Quo Numine Laeso
Morris Louis
1959
Mit den sogenannten veil paintings, den Schleierbildern, gelingt dem Amerikaner Morris Louis in den 1950er-Jahren der künstlerische Durchbruch: Große, ungespannte und ungrundierte Leinwände werden mit stark verdünnter Acrylfarbe übergossen, die Farbe fließt frei, sucht sich in Rinnsalen einen Weg durch die Falten, sickert in das Gewebe ein, setzt sich in subtilen Farbtönen in der Leinwand fest. Lasierende Farben durchdringen einander und breiten sich wellenartig auf dem Malgrund aus. Aber nur scheinbar ist es dem Pigment erlaubt, frei vom Eingriff des Künstlers zu agieren, denn die Leinwand wurde zuvor gefaltet und geformt, um den Fluss der Farbe zu kontrollieren und zu manipulieren. So bleibt die Betonung der Beziehungen zwischen den frei fließenden Farben auch ohne offensichtliche Komposition letztlich in der Hand des Künstlers. Die Illusion eines Tiefenraums ist eliminiert: Die Farbe liegt nicht auf der Oberfläche auf, sondern wird Teil der Oberfläche selbst. Somit ist der zentralen Forderung der Zeit, wonach die Flächigkeit des Bildträgers als ureigenes Charakteristikum der Malerei hervorzuheben und eine unabdingbare Grundvoraussetzung jeglichen Schaffens sei, nicht nur Genüge getan. Sie ist damit auch auf die Spitze getrieben.

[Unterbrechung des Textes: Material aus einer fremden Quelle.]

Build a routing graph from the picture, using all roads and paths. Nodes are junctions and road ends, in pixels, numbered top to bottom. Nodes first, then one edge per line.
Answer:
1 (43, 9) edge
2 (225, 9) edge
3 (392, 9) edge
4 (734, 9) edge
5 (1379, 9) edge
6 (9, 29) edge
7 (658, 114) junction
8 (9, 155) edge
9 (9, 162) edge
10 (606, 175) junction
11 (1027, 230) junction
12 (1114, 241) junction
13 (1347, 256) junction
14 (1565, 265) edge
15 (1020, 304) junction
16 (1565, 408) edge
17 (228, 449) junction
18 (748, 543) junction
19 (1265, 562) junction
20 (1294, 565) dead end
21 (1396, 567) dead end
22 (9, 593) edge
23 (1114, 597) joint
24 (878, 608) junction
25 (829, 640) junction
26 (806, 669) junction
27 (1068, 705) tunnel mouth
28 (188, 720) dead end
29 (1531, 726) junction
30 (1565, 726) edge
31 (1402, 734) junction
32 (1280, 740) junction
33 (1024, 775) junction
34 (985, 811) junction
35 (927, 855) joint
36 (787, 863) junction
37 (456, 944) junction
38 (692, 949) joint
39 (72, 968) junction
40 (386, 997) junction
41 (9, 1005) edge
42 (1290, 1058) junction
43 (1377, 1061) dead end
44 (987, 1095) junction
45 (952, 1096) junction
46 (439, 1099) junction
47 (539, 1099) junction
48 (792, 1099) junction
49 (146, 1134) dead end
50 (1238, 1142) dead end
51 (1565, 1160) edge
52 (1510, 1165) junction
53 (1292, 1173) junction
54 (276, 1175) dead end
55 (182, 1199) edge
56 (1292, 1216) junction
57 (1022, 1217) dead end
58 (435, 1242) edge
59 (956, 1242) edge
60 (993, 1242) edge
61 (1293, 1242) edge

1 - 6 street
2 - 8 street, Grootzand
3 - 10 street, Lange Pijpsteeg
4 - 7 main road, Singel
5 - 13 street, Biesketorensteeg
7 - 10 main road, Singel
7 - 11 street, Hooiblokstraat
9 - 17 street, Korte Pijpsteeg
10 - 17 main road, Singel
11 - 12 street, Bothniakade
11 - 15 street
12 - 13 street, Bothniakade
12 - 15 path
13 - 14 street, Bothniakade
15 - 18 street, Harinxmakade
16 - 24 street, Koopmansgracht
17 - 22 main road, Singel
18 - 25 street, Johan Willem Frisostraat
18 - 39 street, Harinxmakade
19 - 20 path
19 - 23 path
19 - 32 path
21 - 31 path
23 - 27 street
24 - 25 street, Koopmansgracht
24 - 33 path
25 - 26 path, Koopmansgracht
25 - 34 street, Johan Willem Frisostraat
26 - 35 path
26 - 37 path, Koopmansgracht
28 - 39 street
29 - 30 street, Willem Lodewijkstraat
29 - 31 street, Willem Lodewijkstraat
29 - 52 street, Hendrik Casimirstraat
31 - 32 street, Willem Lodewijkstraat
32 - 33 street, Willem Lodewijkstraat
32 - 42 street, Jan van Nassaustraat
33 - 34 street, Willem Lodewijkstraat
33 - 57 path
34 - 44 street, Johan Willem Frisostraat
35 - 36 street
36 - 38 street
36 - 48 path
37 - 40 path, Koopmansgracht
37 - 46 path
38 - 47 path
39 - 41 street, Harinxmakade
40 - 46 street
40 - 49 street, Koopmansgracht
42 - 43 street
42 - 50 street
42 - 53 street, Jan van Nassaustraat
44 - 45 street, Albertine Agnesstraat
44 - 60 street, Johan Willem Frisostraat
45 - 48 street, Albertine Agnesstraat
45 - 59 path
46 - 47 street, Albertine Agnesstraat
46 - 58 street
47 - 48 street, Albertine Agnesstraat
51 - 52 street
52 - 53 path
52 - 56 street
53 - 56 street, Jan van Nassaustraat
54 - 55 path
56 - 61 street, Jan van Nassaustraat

It was with his veil paintings with which the American Morris Louis made his breakthrough as an artist in the 1950s: he poured extremely diluted acrylics onto large-size, unstretched and unprimed canvases, letting them flow free, the paint finding its way through the folds in trickles, seeping into the fabric, and settling in the canvas in subtle nuances. Translucent washes merge with each other and spread across the ground like waves. Yet the pigment has only seemingly broken free from the intention of the artist, who has folded and formed the canvas to control and manipulate the flow of paint. Emphasizing the relationship between the freely flowing colours has ultimately remained in his hands despite the lack of an obvious composition. The illusion of a space with depth has been eliminated: the paint is no longer a layer on the surface but has become an integral part of it. The crucial demand of the time according to which the two-dimensional character of the support had to be brought out as an indispensable prerequisite of artistic production is not only met but carried to extremes.